Hey PRR, thanks alot for the answer!
Is that a Butterworth Tee filter?
How did you calculate the 20H?

I would like to simulate it in spice. What is the input and output impedance of the filter?  47k and 1M?
 
> What is the input and output impedance of the filter?

What is rp is EF806s? The inductance of DV41 may matter. Parts 30 and 31 are in there also. Tube 42 is worked with NFB so approaches 200k input.

I basically just figured 120Hz with 5,000pFd to get an L. This may be 2:1 off, or more, either way. But it does mean a chunky part, not a tiny doughnut.
 
Ive got about 20 hy off a small rewound mains tx ,  typically a modern transformer has a split bobbin to keep pri and sec well apart .
If you dont have access to a winder of some sort , you could dismantle two identical transformers , take the primary winding from each , and mount both on one of the cores ,then wire them up in series .  Doing that gave me around 5hy with butt stacked lams , with the lams interlaced got around 20hy ,with a total of about 6kohms dc resistance in the two coils. Im unsure if you need it gapped or not ,  if you do your going to need a larger or more exotic core material to get the same HY.
 
PRR said:
> What is the input and output impedance of the filter?

What is rp is EF806s? The inductance of DV41 may matter. Parts 30 and 31 are in there also. Tube 42 is worked with NFB so approaches 200k input.

I basically just figured 120Hz with 5,000pFd to get an L. This may be 2:1 off, or more, either way. But it does mean a chunky part, not a tiny doughnut.

Thanks! But which formular did you use? If I use a second order cl high pass filter calculator with 5000pF and 120Hz I get about 350H...
What kind of filter is this?
 
Murdock said:
Thanks! But which formular did you use? If I use a second order cl high pass filter calculator with 5000pF and 120Hz I get about 350H...
What kind of filter is this?
It's a 3rd order filter with different input and output impedances. The inductor should be about 150-200H.
 
abbey road d enfer said:
It's a 3rd order filter with different input and output impedances. The inductor should be about 150-200H.

Thanks for the answer!
Can you please elaborate on how you calculate that? How do you know the in and output impedance? I would like to simulate it in spice for different frequencies.
150-200H seems rather high for just a lowcut filter.
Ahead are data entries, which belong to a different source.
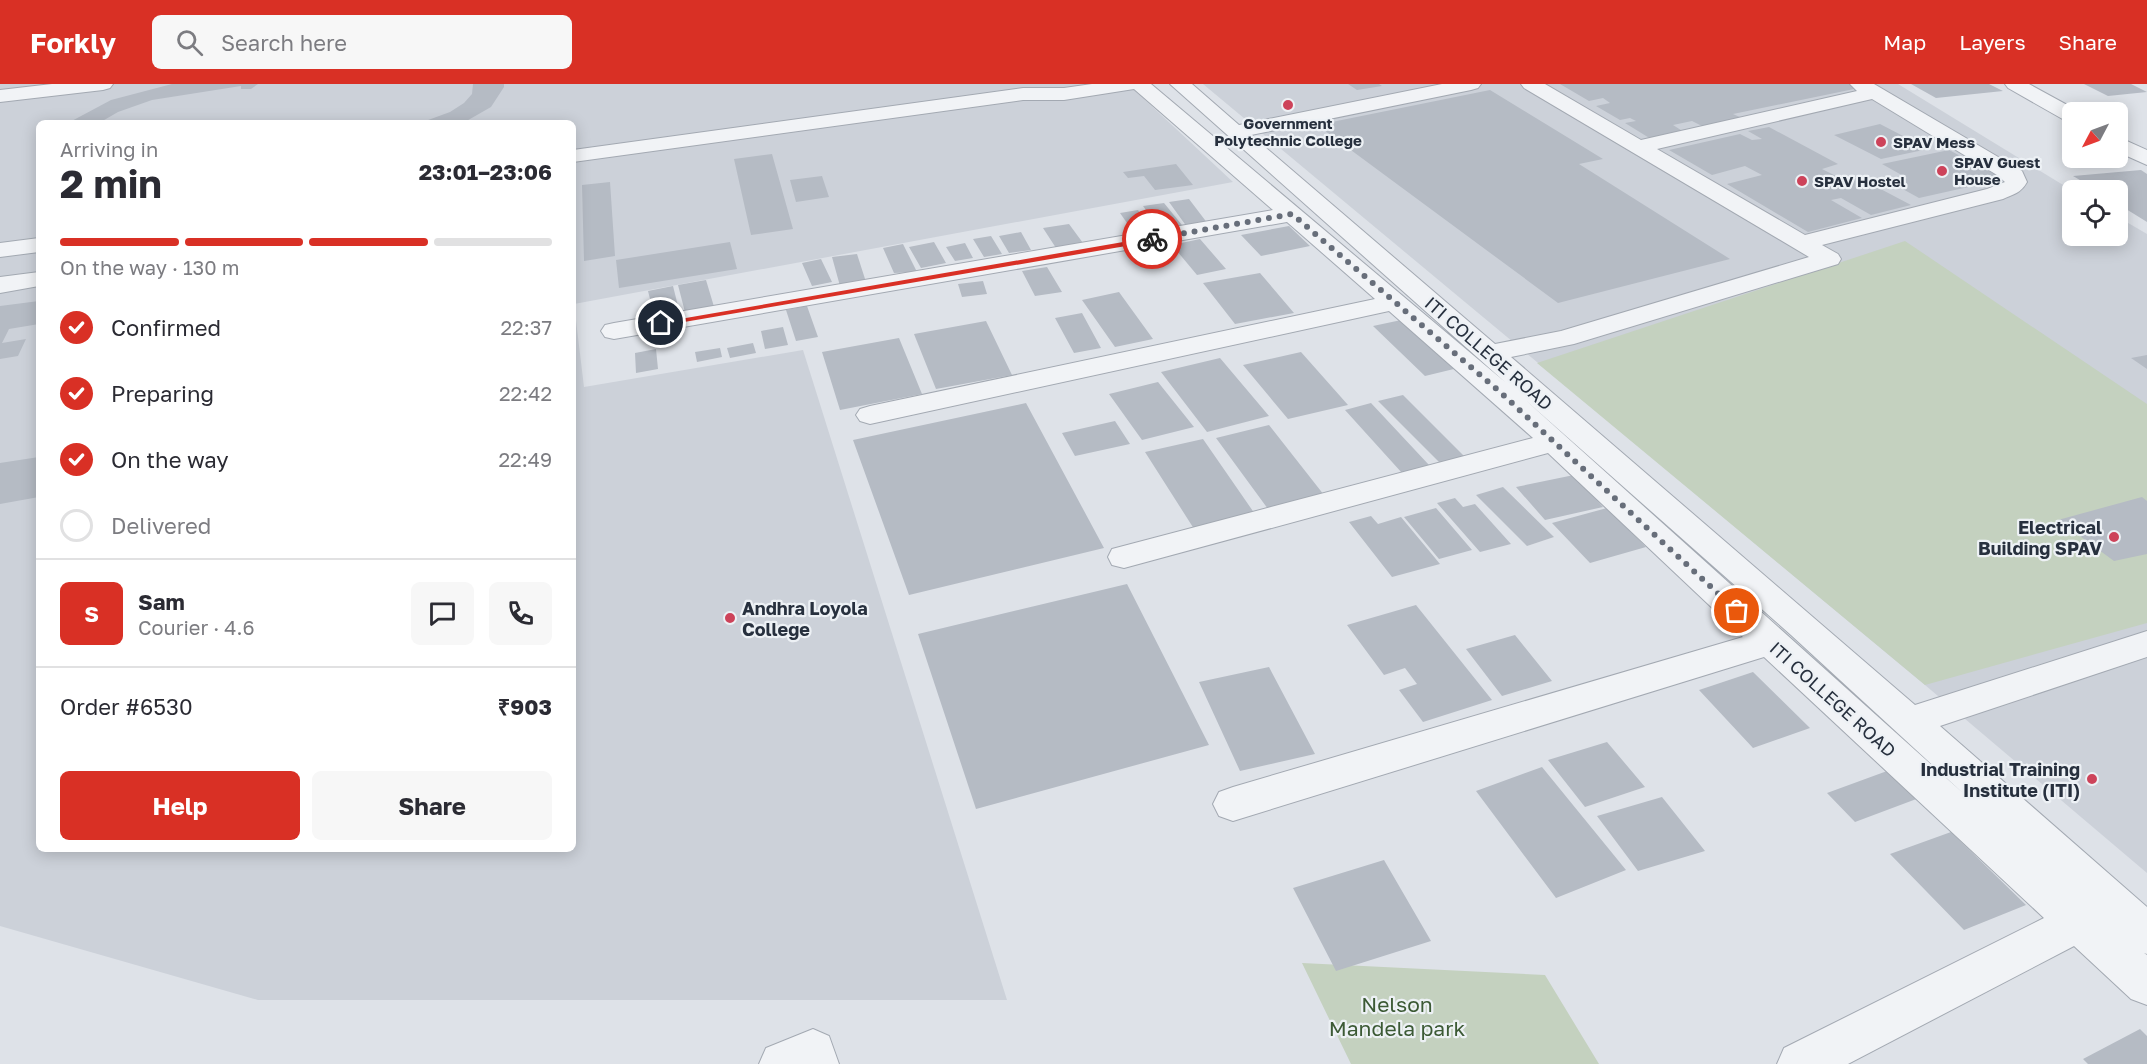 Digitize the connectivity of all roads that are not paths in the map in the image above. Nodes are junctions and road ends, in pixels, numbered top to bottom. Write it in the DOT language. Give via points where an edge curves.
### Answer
graph roads {
  1 [pos="103,84"];
  2 [pos="1132,84"];
  3 [pos="1139,84"];
  4 [pos="1180,84"];
  5 [pos="1471,84"];
  6 [pos="1531,84"];
  7 [pos="2015,84"];
  8 [pos="1866,88"];
  9 [pos="1064,94"];
  10 [pos="0,96"];
  11 [pos="2062,111"];
  12 [pos="1234,132"];
  13 [pos="1638,147"];
  14 [pos="2128,149"];
  15 [pos="576,156"];
  16 [pos="2147,159"];
  17 [pos="576,172"];
  18 [pos="1292,214"];
  19 [pos="1800,243"];
  20 [pos="36,245"];
  21 [pos="0,250"];
  22 [pos="36,279"];
  23 [pos="0,285"];
  24 [pos="1395,302"];
  25 [pos="614,331"];
  26 [pos="1489,353"];
  27 [pos="870,415"];
  28 [pos="1554,442"];
  29 [pos="1124,557"];
  30 [pos="1770,642"];
  31 [pos="2147,644"];
  32 [pos="1910,722"];
  33 [pos="1233,804"];
  34 [pos="2095,913"];
  35 [pos="2147,934"];
  36 [pos="2147,984"];
  37 [pos="782,1064"];
  38 [pos="816,1064"];
  39 [pos="1800,1064"];
  1 -- 10 [label="street"];
  2 -- 9 [label="street"];
  3 -- 18 [label="street, ITI COLLEGE ROAD"];
  4 -- 12 [label="street, ITI COLLEGE ROAD"];
  5 -- 12 [label="street"];
  6 -- 13 [label="street"];
  7 -- 11 [label="street"];
  8 -- 13 [label="street"];
  8 -- 19 [label="street" via="2006,170 2016,182 2013,187"];
  9 -- 15 [label="street" via="1023,94"];
  9 -- 17 [label="street" via="1025,108"];
  12 -- 26 [label="street, ITI COLLEGE ROAD"];
  13 -- 19 [label="street"];
  14 -- 16 [label="street"];
  18 -- 24 [label="street, ITI COLLEGE ROAD"];
  18 -- 25 [label="street"];
  19 -- 26 [label="street" via="1828,259 1565,338"];
  20 -- 21 [label="street"];
  22 -- 23 [label="street"];
  24 -- 27 [label="street"];
  24 -- 28 [label="street, ITI COLLEGE ROAD"];
  26 -- 32 [label="street, ITI COLLEGE ROAD"];
  28 -- 29 [label="street"];
  28 -- 30 [label="street, ITI COLLEGE ROAD"];
  30 -- 33 [label="street"];
  30 -- 34 [label="street, ITI COLLEGE ROAD"];
  31 -- 32 [label="street"];
  32 -- 34 [label="street, ITI COLLEGE ROAD"];
  34 -- 35 [label="street, ITI COLLEGE ROAD"];
  34 -- 36 [label="street, ITI COLLEGE ROAD"];
  34 -- 39 [label="street"];
  37 -- 38 [label="street" via="813,1052"];
}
Could i increase the two capacitors and decrease the inductor value for the same frequency?
 
Murdock said:
Thanks for the answer!
Can you please elaborate on how you calculate that? 
I cheated! I used a calc.
http://www.carstereo.com/help/Articles.cfm?id=10
I had to scale the values because with 200kohms the capacitor values were smaller than the calc's resolution; the result was zero, so I entered 200 ohms and the results were in nF instead of uF.
There are math formulae, but they are rather obscure when the input and output Z's are different; the two readable cases are for equal Z's or zero source Z.
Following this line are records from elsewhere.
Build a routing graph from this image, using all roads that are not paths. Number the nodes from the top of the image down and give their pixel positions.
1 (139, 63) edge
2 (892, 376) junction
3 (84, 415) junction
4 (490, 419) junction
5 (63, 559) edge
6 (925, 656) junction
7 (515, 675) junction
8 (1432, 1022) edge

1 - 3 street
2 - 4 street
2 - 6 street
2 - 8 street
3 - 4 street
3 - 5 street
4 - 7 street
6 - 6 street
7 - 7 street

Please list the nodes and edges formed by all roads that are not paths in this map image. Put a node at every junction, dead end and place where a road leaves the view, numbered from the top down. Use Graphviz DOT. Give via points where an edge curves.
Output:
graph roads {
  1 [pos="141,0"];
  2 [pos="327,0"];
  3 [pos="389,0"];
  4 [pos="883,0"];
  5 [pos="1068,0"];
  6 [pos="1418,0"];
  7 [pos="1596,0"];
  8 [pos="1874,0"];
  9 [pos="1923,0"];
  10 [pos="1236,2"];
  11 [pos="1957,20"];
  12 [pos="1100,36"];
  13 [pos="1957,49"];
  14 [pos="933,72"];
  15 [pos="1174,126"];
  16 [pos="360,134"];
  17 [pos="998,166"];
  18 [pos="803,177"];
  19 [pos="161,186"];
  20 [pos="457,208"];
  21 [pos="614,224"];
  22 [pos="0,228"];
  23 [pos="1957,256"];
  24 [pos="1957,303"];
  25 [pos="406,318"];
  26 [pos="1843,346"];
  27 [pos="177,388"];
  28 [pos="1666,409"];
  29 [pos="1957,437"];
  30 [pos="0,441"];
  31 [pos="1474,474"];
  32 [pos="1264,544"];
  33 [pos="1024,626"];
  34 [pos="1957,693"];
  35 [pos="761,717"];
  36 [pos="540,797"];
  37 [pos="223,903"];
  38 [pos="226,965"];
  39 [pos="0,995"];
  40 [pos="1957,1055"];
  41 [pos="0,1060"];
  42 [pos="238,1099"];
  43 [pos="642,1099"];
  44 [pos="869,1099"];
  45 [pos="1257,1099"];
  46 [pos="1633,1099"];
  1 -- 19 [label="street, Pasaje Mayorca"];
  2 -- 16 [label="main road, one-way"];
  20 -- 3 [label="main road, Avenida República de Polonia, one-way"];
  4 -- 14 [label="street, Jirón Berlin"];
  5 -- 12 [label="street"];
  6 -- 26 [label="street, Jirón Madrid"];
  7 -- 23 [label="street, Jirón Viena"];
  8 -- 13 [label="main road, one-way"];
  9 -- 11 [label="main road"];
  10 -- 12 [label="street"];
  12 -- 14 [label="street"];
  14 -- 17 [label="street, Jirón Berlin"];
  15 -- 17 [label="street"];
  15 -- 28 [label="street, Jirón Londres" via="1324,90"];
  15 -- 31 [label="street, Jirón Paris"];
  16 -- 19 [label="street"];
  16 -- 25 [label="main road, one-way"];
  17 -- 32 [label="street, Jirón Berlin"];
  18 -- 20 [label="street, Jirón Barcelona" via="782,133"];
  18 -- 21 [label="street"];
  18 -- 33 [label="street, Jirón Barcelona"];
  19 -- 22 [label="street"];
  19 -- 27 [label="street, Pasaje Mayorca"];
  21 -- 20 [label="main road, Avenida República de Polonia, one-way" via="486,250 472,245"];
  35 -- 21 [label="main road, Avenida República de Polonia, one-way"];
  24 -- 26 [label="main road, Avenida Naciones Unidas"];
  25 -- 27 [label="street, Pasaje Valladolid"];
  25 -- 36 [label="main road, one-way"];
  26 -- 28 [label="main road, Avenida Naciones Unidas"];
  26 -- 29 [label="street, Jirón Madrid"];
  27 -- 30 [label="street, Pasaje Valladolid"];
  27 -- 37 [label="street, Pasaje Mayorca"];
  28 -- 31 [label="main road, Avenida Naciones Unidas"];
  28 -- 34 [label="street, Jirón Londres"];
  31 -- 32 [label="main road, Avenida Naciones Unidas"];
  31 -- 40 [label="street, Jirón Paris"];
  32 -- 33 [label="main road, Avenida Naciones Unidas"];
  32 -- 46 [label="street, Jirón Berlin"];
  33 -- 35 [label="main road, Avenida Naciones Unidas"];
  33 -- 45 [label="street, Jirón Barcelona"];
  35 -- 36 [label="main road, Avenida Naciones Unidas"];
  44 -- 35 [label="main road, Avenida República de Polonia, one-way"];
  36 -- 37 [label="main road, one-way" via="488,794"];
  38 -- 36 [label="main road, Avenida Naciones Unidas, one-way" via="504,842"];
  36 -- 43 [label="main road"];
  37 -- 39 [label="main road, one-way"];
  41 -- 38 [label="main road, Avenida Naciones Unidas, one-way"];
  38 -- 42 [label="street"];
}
How do you know the in and output impedance?
The output of the filter sees a Virual Earth stage with an input resistor of 200k. The input impedance of a VE-based stage is more or less that of the resistor that feeds it.
The preceding stage is under NFB so its output impedance is much smaller than the load impedance of 200kohms, I would think less than 10k.
Thus I ASSumed the x-over calc would give realistic results, because it presupposes the source impedance (an amp output) is much lower than the speaker load.

I would like to simulate it in spice for different frequencies.
Actually, that's what I did in order to ensure I had not make a stupid power of 10 mistake, which is what happens frequently when scaling.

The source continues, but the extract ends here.